On estime que 100.000 œuvres d'art, ainsi que plusieurs millions de livres, ont été dérobées à des familles juives françaises ou résidentes en France, pendant l'Occupation. À la fin de la guerre, les Alliés ont retrouvé environ 60.000 œuvres, cachées dans des châteaux ou des mines de sel. Ils les ont réexpédiées dans la foulée. La France a tenté de retrouver leurs propriétaires, ou leurs descendants, jusqu'au début des années 1960. Certains, dont les Rothschild, ont récupéré une partie de leur collection. Des milliers de biens ont été vendus, et 2 000 tableaux considérés comme ayant le plus de valeur ont été mis en dépôt dans divers musées, dont le Louvre.
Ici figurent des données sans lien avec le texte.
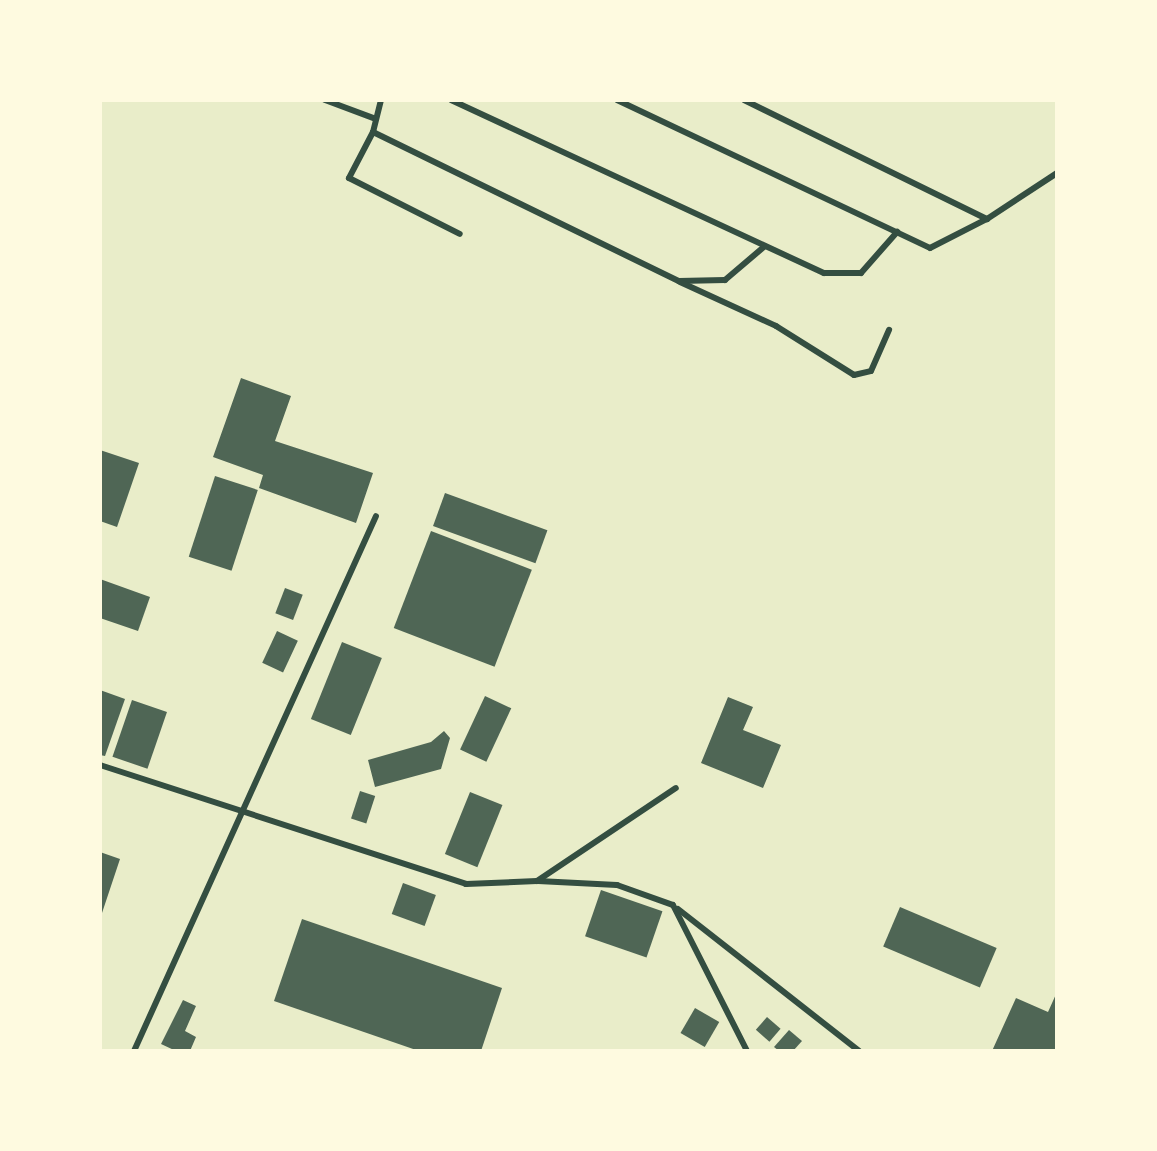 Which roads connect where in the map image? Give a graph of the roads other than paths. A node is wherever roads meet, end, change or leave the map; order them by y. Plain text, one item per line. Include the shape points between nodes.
1 (325, 100) edge
2 (381, 100) edge
3 (451, 100) edge
4 (616, 100) edge
5 (744, 100) edge
6 (376, 119) junction
7 (373, 132) junction
8 (1057, 173) edge
9 (987, 219) junction
10 (896, 232) junction
11 (460, 234) dead end
12 (766, 246) junction
13 (678, 281) junction
14 (889, 330) dead end
15 (376, 516) dead end
16 (100, 765) edge
17 (676, 788) dead end
18 (241, 810) junction
19 (537, 881) junction
20 (673, 905) junction
21 (134, 1051) edge
22 (748, 1051) edge
23 (859, 1051) edge

1 - 6 lane
2 - 6 lane
3 - 12 lane
4 - 10 lane
5 - 9 lane
6 - 7 lane
7 - 11 lane via 348,178
7 - 13 lane
8 - 9 lane
9 - 10 lane via 930,248
10 - 12 lane via 860,272 824,273
12 - 13 lane via 725,280
13 - 14 lane via 776,326 854,375 872,371
15 - 18 lane
16 - 18 lane
17 - 19 lane
18 - 19 lane via 466,884
18 - 21 lane
19 - 20 lane via 617,884
20 - 22 lane
20 - 23 lane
Entre 1951 et 1994, seules trente œuvres ont été restituées - le sujet n'apparaissant plus comme prioritaire.

À partir de la fin des années 1990, un nouvel effort est fait pour retrouver les collectionneurs spoliés. En 2013, une commission d'experts, d'archivistes et d'historiens a également été mise sur pied. La restitution d'aujourd'hui, ainsi que dix-sept autres récentes, est le fruit de leurs recherches, devenues de plus en plus difficiles avec le temps. Le musée du Louvre vient d'ouvrir deux salles dédiées à ces MNR, afin de sensibiliser le public.